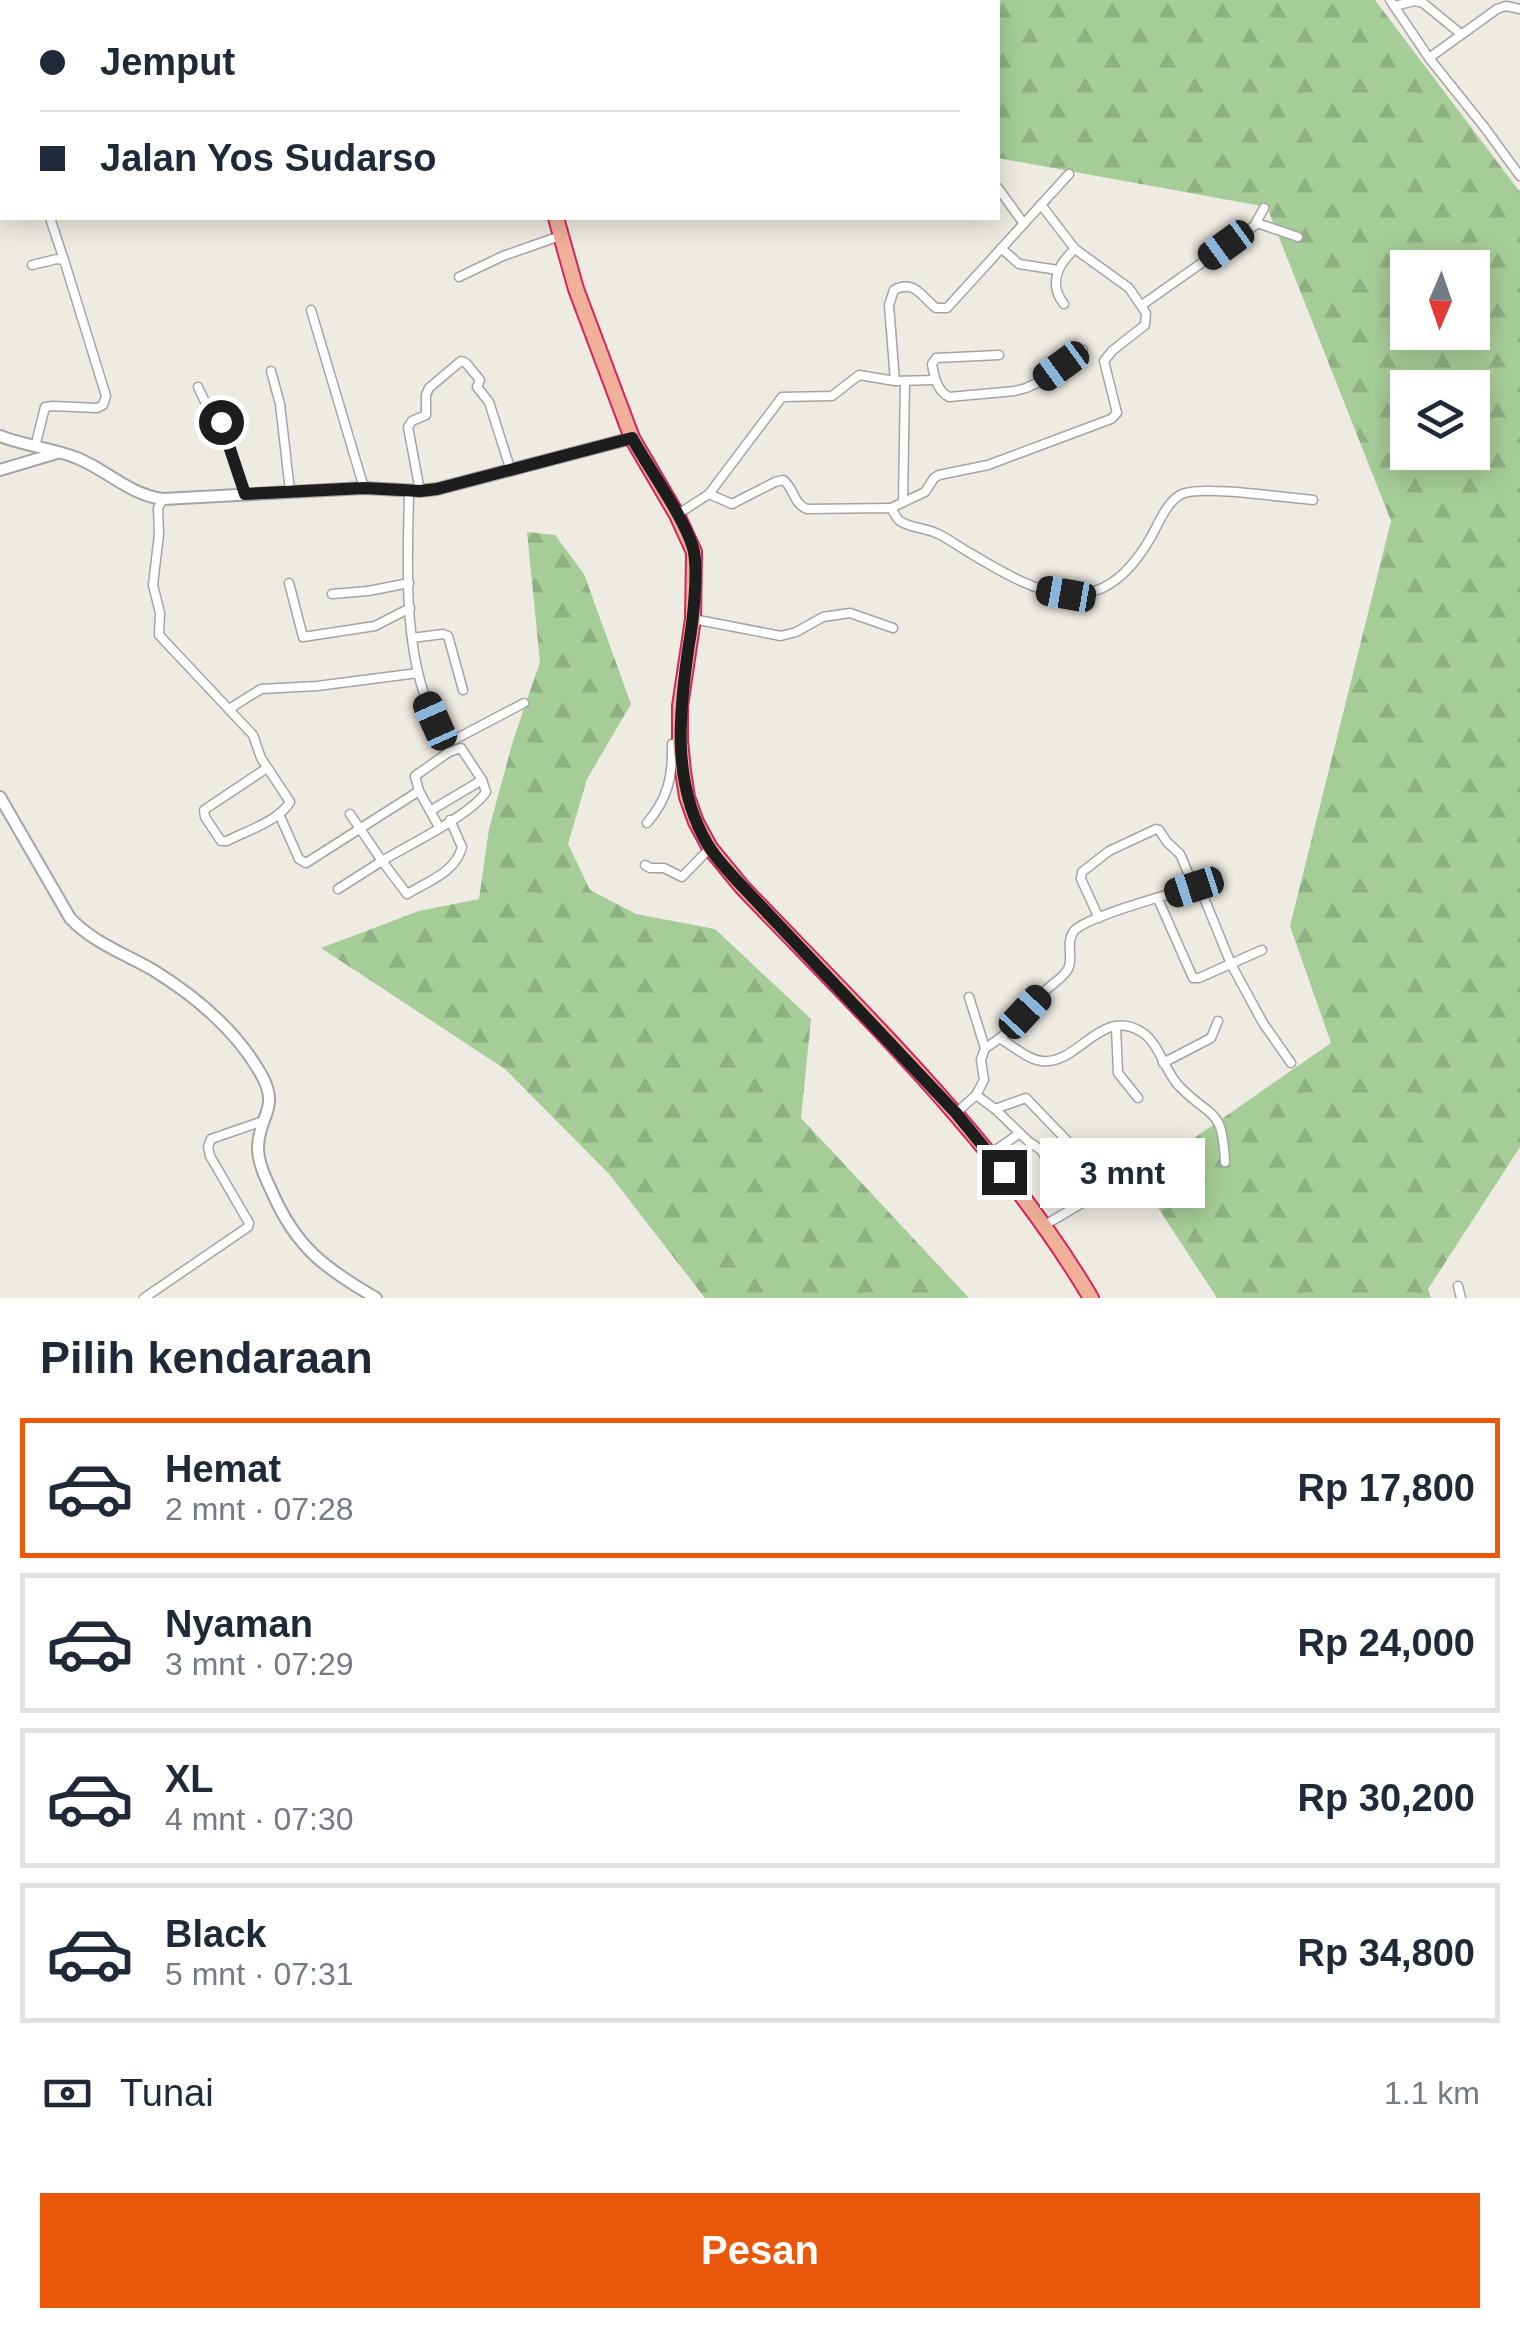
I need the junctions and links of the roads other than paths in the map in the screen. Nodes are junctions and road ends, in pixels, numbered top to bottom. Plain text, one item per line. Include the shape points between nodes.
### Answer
1 (1392, 3) edge
2 (1520, 8) edge
3 (1461, 34) junction
4 (1428, 58) junction
5 (1069, 174) dead end
6 (1520, 176) edge
7 (1000, 191) edge
8 (1042, 206) junction
9 (1264, 208) dead end
10 (51, 220) edge
11 (556, 220) edge
12 (1257, 223) junction
13 (1024, 224) junction
14 (560, 236) junction
15 (1298, 237) dead end
16 (1001, 248) junction
17 (1075, 249) junction
18 (64, 260) junction
19 (32, 265) dead end
20 (1058, 270) junction
21 (459, 278) dead end
22 (1064, 304) dead end
23 (1142, 305) junction
24 (312, 310) dead end
25 (1083, 350) dead end
26 (998, 356) dead end
27 (272, 371) dead end
28 (935, 380) junction
29 (895, 381) junction
30 (906, 381) junction
31 (198, 388) dead end
32 (0, 436) edge
33 (632, 438) junction
34 (22, 444) junction
35 (36, 447) junction
36 (58, 452) junction
37 (21, 465) junction
38 (0, 470) edge
39 (511, 471) junction
40 (364, 488) junction
41 (414, 490) junction
42 (290, 491) junction
43 (245, 494) junction
44 (709, 494) junction
45 (163, 499) junction
46 (1313, 500) dead end
47 (903, 502) junction
48 (892, 508) junction
49 (677, 515) junction
50 (289, 582) dead end
51 (409, 583) junction
52 (332, 594) dead end
53 (410, 608) junction
54 (693, 619) junction
55 (894, 628) dead end
56 (412, 638) junction
57 (418, 672) junction
58 (464, 690) dead end
59 (524, 703) dead end
60 (229, 709) junction
61 (680, 741) junction
62 (447, 748) junction
63 (267, 768) junction
64 (482, 780) junction
65 (419, 791) junction
66 (0, 797) edge
67 (430, 811) junction
68 (279, 814) junction
69 (350, 814) dead end
70 (450, 820) junction
71 (647, 823) dead end
72 (439, 827) junction
73 (361, 829) junction
74 (710, 848) junction
75 (382, 860) junction
76 (645, 865) dead end
77 (1194, 887) junction
78 (338, 890) dead end
79 (1158, 899) junction
80 (1099, 918) junction
81 (1262, 950) dead end
82 (1231, 964) junction
83 (968, 997) dead end
84 (1218, 1022) dead end
85 (1116, 1027) junction
86 (1001, 1039) junction
87 (985, 1048) junction
88 (1163, 1063) junction
89 (1291, 1064) dead end
90 (976, 1094) junction
91 (1138, 1098) dead end
92 (995, 1109) junction
93 (956, 1113) junction
94 (263, 1121) junction
95 (1020, 1133) junction
96 (1076, 1149) junction
97 (990, 1154) junction
98 (1224, 1162) dead end
99 (1059, 1175) junction
100 (1076, 1206) junction
101 (1043, 1226) junction
102 (1458, 1286) dead end
103 (144, 1298) edge
104 (376, 1298) edge
105 (1092, 1298) edge
106 (1461, 1298) edge

1 - 3 street via 1423,2
1 - 4 street
2 - 3 street via 1497,9
3 - 4 street
4 - 6 street
5 - 8 street
7 - 13 street
8 - 13 street
8 - 17 street
9 - 12 street
10 - 18 street
11 - 14 highway
12 - 15 street
12 - 23 street
13 - 16 street
14 - 21 street
14 - 33 highway
16 - 20 street via 1019,264
16 - 29 street via 944,310 914,287 894,290
17 - 20 street
17 - 23 street
18 - 19 street
18 - 35 street via 106,401 97,408 45,408
20 - 22 street via 1056,294
23 - 47 street via 1144,324 1104,361 1116,416 988,465 939,475 925,492
24 - 40 street
25 - 28 street via 1015,391 948,396
26 - 28 street via 936,358
27 - 42 street
28 - 30 street
29 - 30 street
29 - 44 street via 859,375 832,396 782,397
30 - 47 street
31 - 43 street via 221,422
32 - 34 street
33 - 39 street
33 - 49 highway
34 - 35 street
34 - 37 street
35 - 36 street
36 - 37 street
36 - 45 street
37 - 38 street
39 - 41 street
39 - 41 street via 492,408 477,387 480,379 461,361 429,388 426,415 408,427
40 - 41 street
40 - 42 street
41 - 51 street
42 - 43 street
43 - 45 street
44 - 48 street via 735,504 783,480 807,508
44 - 49 street
45 - 60 street via 153,585 159,636
46 - 48 street via 1198,490 1178,496 1122,577 1079,595 1013,580 940,535 899,520
47 - 48 street
49 - 54 highway via 694,552
50 - 53 street via 303,637 376,626
51 - 52 street
51 - 53 street
53 - 56 street
54 - 55 street via 781,636 824,616 850,613
54 - 61 highway
56 - 57 street
56 - 58 street via 448,636
57 - 60 street via 261,688
57 - 62 street
59 - 62 street
60 - 63 street via 253,734
61 - 71 street via 672,744 666,794
61 - 74 highway via 687,797
62 - 64 street via 462,749
62 - 65 street via 414,776
63 - 68 street via 290,802
63 - 68 street via 204,813 222,842
64 - 67 street
64 - 70 street via 485,795
65 - 67 street
65 - 73 street
66 - 94 street via 80,929 189,995 244,1050 269,1092
67 - 72 street
68 - 73 street via 303,862
69 - 73 street
70 - 72 street
70 - 75 street via 462,848 456,862 407,894
72 - 75 street
73 - 75 street
74 - 76 street via 682,876
74 - 93 highway
75 - 78 street
77 - 79 street
77 - 80 street via 1180,854 1156,830 1108,851 1082,872
77 - 82 street
79 - 80 street
79 - 82 street via 1191,976
80 - 86 street via 1074,931 1066,971
81 - 82 street
82 - 89 street
83 - 87 street
84 - 88 street via 1211,1038
85 - 86 street via 1053,1061 1034,1059
85 - 88 street via 1146,1035
85 - 91 street via 1118,1072
86 - 87 street
87 - 90 street
88 - 98 street via 1218,1119
90 - 92 street
90 - 93 street
92 - 95 street
92 - 96 street via 1026,1098
93 - 97 highway
94 - 103 street via 211,1139 208,1147 248,1227
94 - 104 street via 259,1158 292,1231 318,1260
95 - 97 street
95 - 99 street
96 - 99 street
96 - 100 street via 1113,1176
97 - 101 highway
99 - 100 street
100 - 101 street
101 - 105 highway
102 - 106 street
****************
▶ TO DO
Return every line above that contains the word "highway".

▶ THE ANSWER
11 - 14 highway
14 - 33 highway
33 - 49 highway
49 - 54 highway via 694,552
54 - 61 highway
61 - 74 highway via 687,797
74 - 93 highway
93 - 97 highway
97 - 101 highway
101 - 105 highway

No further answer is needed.